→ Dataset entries
================================

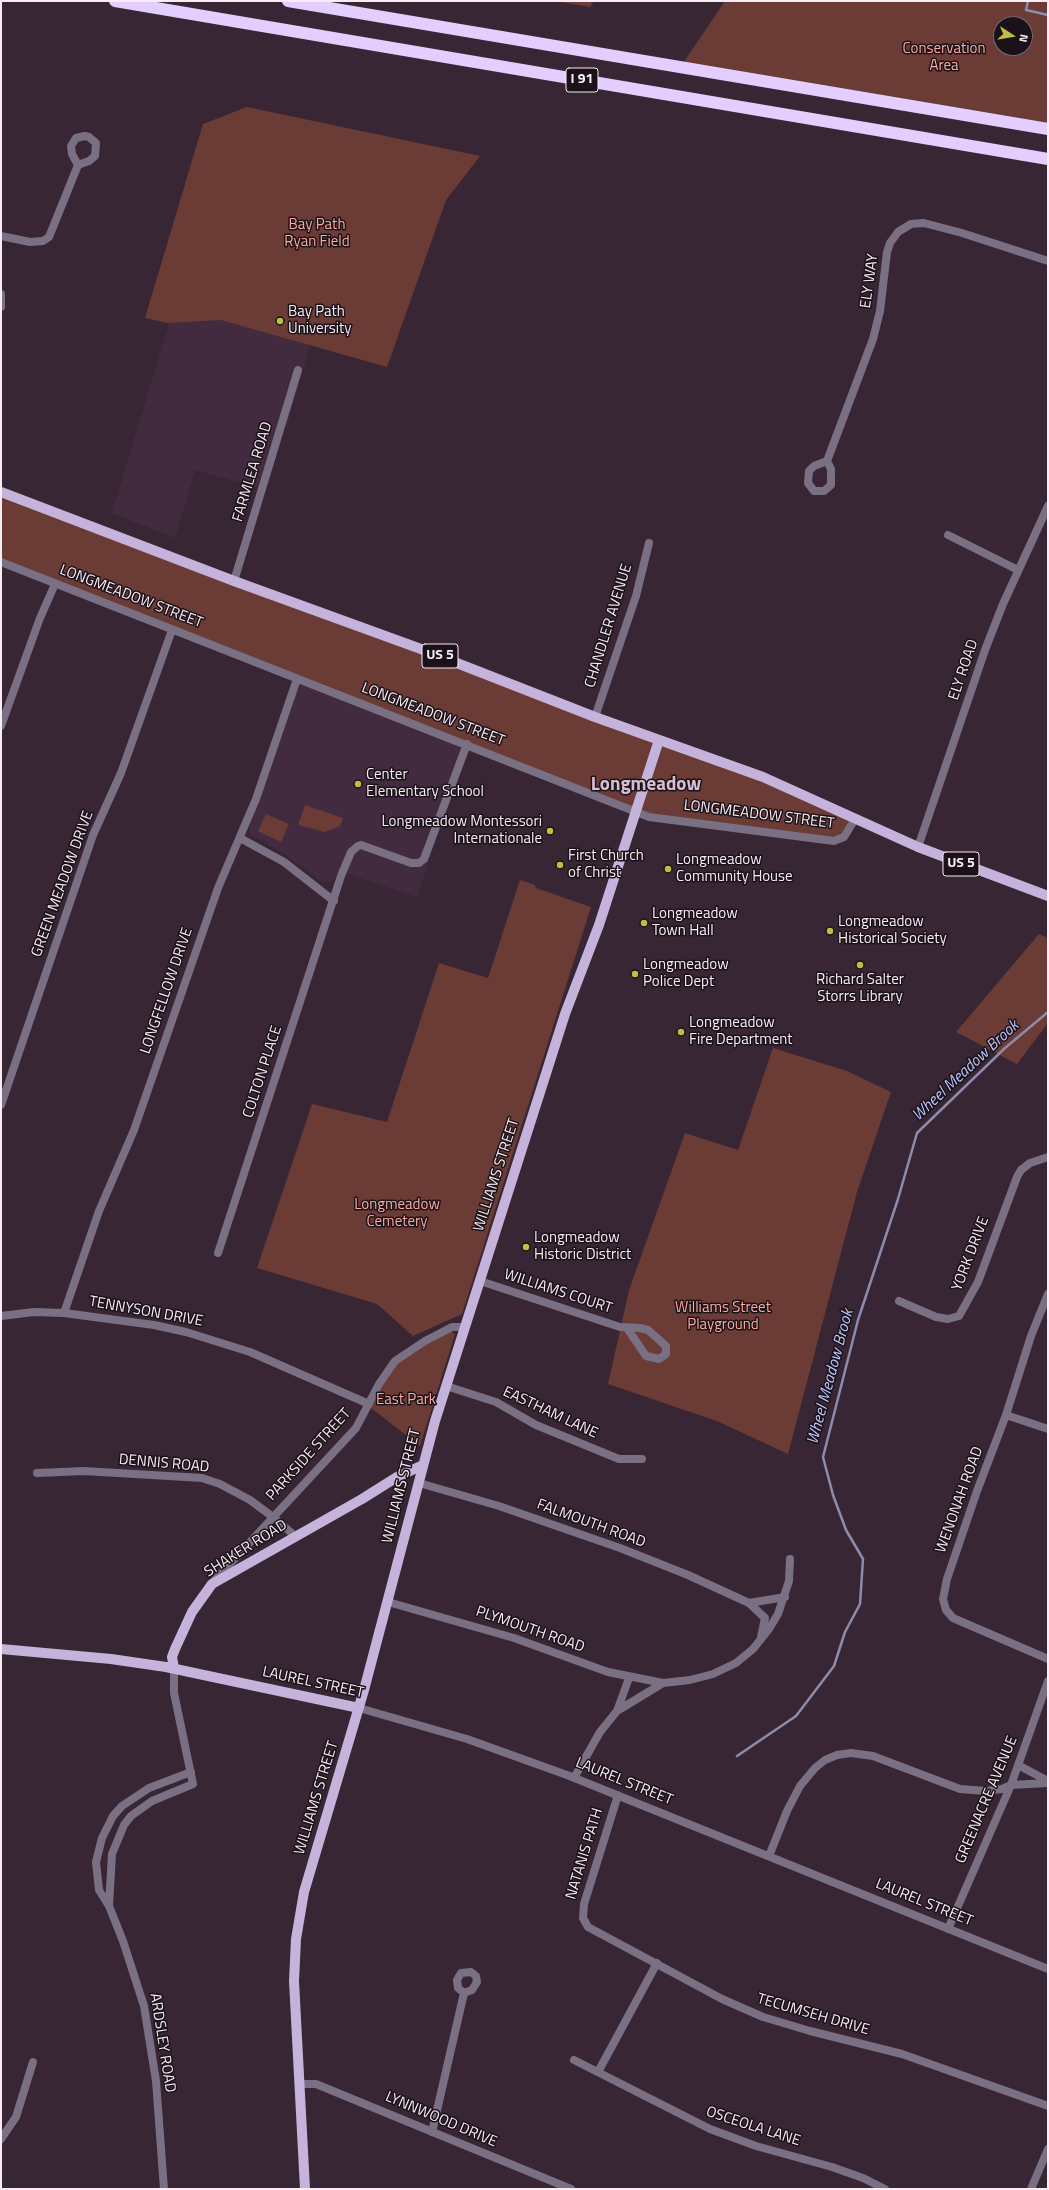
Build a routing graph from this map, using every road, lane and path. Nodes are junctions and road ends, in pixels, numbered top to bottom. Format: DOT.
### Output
graph roads {
  1 [pos="115,1"];
  2 [pos="288,1"];
  3 [pos="1048,129"];
  4 [pos="1048,159"];
  5 [pos="78,165"];
  6 [pos="1,236"];
  7 [pos="1048,261"];
  8 [pos="1,294"];
  9 [pos="1,307"];
  10 [pos="298,370"];
  11 [pos="827,461"];
  12 [pos="1,492"];
  13 [pos="1048,506"];
  14 [pos="948,535"];
  15 [pos="649,543"];
  16 [pos="1,562"];
  17 [pos="1018,570"];
  18 [pos="234,581"];
  19 [pos="55,584"];
  20 [pos="172,630"];
  21 [pos="297,679"];
  22 [pos="595,717"];
  23 [pos="1,726"];
  24 [pos="659,740"];
  25 [pos="467,744"];
  26 [pos="636,811"];
  27 [pos="855,819"];
  28 [pos="240,838"];
  29 [pos="918,847"];
  30 [pos="1048,896"];
  31 [pos="334,901"];
  32 [pos="1,1105"];
  33 [pos="1048,1157"];
  34 [pos="218,1253"];
  35 [pos="480,1280"];
  36 [pos="1048,1294"];
  37 [pos="898,1301"];
  38 [pos="64,1313"];
  39 [pos="1,1316"];
  40 [pos="464,1328"];
  41 [pos="628,1328"];
  42 [pos="446,1386"];
  43 [pos="369,1404"];
  44 [pos="1006,1415"];
  45 [pos="1048,1430"];
  46 [pos="642,1459"];
  47 [pos="423,1465"];
  48 [pos="37,1474"];
  49 [pos="419,1483"];
  50 [pos="273,1517"];
  51 [pos="295,1536"];
  52 [pos="790,1559"];
  53 [pos="212,1584"];
  54 [pos="785,1597"];
  55 [pos="388,1602"];
  56 [pos="749,1603"];
  57 [pos="757,1644"];
  58 [pos="1,1649"];
  59 [pos="1048,1659"];
  60 [pos="174,1668"];
  61 [pos="629,1678"];
  62 [pos="1048,1681"];
  63 [pos="663,1683"];
  64 [pos="359,1708"];
  65 [pos="617,1711"];
  66 [pos="1018,1765"];
  67 [pos="191,1772"];
  68 [pos="574,1778"];
  69 [pos="1048,1782"];
  70 [pos="1011,1785"];
  71 [pos="618,1795"];
  72 [pos="769,1856"];
  73 [pos="109,1906"];
  74 [pos="584,1922"];
  75 [pos="948,1929"];
  76 [pos="658,1963"];
  77 [pos="1048,1969"];
  78 [pos="464,1993"];
  79 [pos="574,2060"];
  80 [pos="33,2062"];
  81 [pos="598,2072"];
  82 [pos="299,2084"];
  83 [pos="1048,2106"];
  84 [pos="432,2132"];
  85 [pos="1,2140"];
  86 [pos="1048,2149"];
  87 [pos="164,2189"];
  88 [pos="305,2189"];
  89 [pos="571,2189"];
  90 [pos="885,2189"];
  91 [pos="1031,2189"];
  1 -- 4 [label="highway, I 91"];
  2 -- 3 [label="highway, I 91"];
  5 -- 6 [label="street"];
  7 -- 11 [label="street, ELY WAY"];
  8 -- 9 [label="street"];
  10 -- 18 [label="street, FARMLEA ROAD"];
  12 -- 18 [label="main road, LONGMEADOW STREET / US 5"];
  13 -- 17 [label="street, ELY ROAD"];
  14 -- 17 [label="street"];
  15 -- 22 [label="street, CHANDLER AVENUE"];
  16 -- 19 [label="street, LONGMEADOW STREET"];
  17 -- 29 [label="street, ELY ROAD"];
  18 -- 22 [label="main road, LONGMEADOW STREET / US 5"];
  19 -- 20 [label="street, LONGMEADOW STREET"];
  19 -- 23 [label="street"];
  20 -- 21 [label="street, LONGMEADOW STREET"];
  20 -- 32 [label="street, GREEN MEADOW DRIVE"];
  21 -- 25 [label="street, LONGMEADOW STREET"];
  21 -- 28 [label="street, LONGFELLOW DRIVE"];
  22 -- 24 [label="main road, LONGMEADOW STREET / US 5"];
  24 -- 26 [label="main road, WILLIAMS STREET"];
  24 -- 27 [label="main road, LONGMEADOW STREET / US 5"];
  25 -- 26 [label="street, LONGMEADOW STREET"];
  25 -- 31 [label="street, COLTON PLACE"];
  26 -- 27 [label="street, LONGMEADOW STREET"];
  26 -- 35 [label="main road, WILLIAMS STREET"];
  27 -- 29 [label="main road, LONGMEADOW STREET / US 5"];
  28 -- 31 [label="street"];
  28 -- 38 [label="street, LONGFELLOW DRIVE"];
  29 -- 30 [label="main road, LONGMEADOW STREET / US 5"];
  31 -- 34 [label="street, COLTON PLACE"];
  33 -- 37 [label="street, YORK DRIVE"];
  35 -- 40 [label="main road, WILLIAMS STREET"];
  35 -- 41 [label="street, WILLIAMS COURT"];
  36 -- 44 [label="street, WENONAH ROAD"];
  38 -- 39 [label="street, TENNYSON DRIVE"];
  38 -- 43 [label="street, TENNYSON DRIVE"];
  40 -- 42 [label="main road, WILLIAMS STREET"];
  40 -- 43 [label="street, PARKSIDE STREET"];
  41 -- 41 [label="street, WILLIAMS COURT"];
  42 -- 46 [label="street, EASTHAM LANE"];
  42 -- 47 [label="main road, WILLIAMS STREET"];
  43 -- 50 [label="street, PARKSIDE STREET"];
  44 -- 45 [label="street"];
  44 -- 59 [label="street, WENONAH ROAD"];
  47 -- 49 [label="main road, WILLIAMS STREET"];
  47 -- 51 [label="main road, SHAKER ROAD"];
  48 -- 50 [label="street, DENNIS ROAD"];
  49 -- 55 [label="main road, WILLIAMS STREET"];
  49 -- 56 [label="street, FALMOUTH ROAD"];
  50 -- 51 [label="street, DENNIS ROAD"];
  50 -- 53 [label="street, PARKSIDE STREET"];
  51 -- 53 [label="main road, SHAKER ROAD"];
  52 -- 54 [label="street"];
  53 -- 60 [label="main road, SHAKER ROAD"];
  54 -- 56 [label="street"];
  54 -- 57 [label="street"];
  55 -- 61 [label="street, PLYMOUTH ROAD"];
  55 -- 64 [label="main road, WILLIAMS STREET"];
  56 -- 57 [label="street, FALMOUTH ROAD"];
  57 -- 63 [label="street"];
  58 -- 60 [label="main road"];
  60 -- 64 [label="main road, LAUREL STREET"];
  60 -- 67 [label="street"];
  61 -- 63 [label="street, PLYMOUTH ROAD"];
  61 -- 65 [label="street"];
  62 -- 66 [label="street, GREENACRE AVENUE"];
  63 -- 65 [label="street"];
  64 -- 68 [label="street, LAUREL STREET"];
  64 -- 82 [label="main road, WILLIAMS STREET"];
  65 -- 68 [label="street"];
  66 -- 69 [label="street"];
  66 -- 70 [label="street, GREENACRE AVENUE"];
  67 -- 73 [label="street, ARDSLEY ROAD"];
  67 -- 73 [label="street, ARDSLEY ROAD"];
  68 -- 71 [label="street, LAUREL STREET"];
  69 -- 70 [label="street"];
  70 -- 72 [label="street"];
  70 -- 75 [label="street, GREENACRE AVENUE"];
  71 -- 72 [label="street, LAUREL STREET"];
  71 -- 74 [label="street, NATANIS PATH"];
  72 -- 75 [label="street, LAUREL STREET"];
  73 -- 87 [label="street, ARDSLEY ROAD"];
  74 -- 76 [label="street, TECUMSEH DRIVE"];
  75 -- 77 [label="street, LAUREL STREET"];
  76 -- 81 [label="street"];
  76 -- 83 [label="street, TECUMSEH DRIVE"];
  78 -- 84 [label="street"];
  79 -- 81 [label="street, OSCEOLA LANE"];
  80 -- 85 [label="street"];
  81 -- 90 [label="street, OSCEOLA LANE"];
  82 -- 84 [label="street, LYNNWOOD DRIVE"];
  82 -- 88 [label="main road, WILLIAMS STREET"];
  84 -- 89 [label="street, LYNNWOOD DRIVE"];
  86 -- 91 [label="street"];
}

================================

→ Problem to solve
List every line above containing the word "FALMOUTH".

→ Response to this task
  49 -- 56 [label="street, FALMOUTH ROAD"];
  56 -- 57 [label="street, FALMOUTH ROAD"];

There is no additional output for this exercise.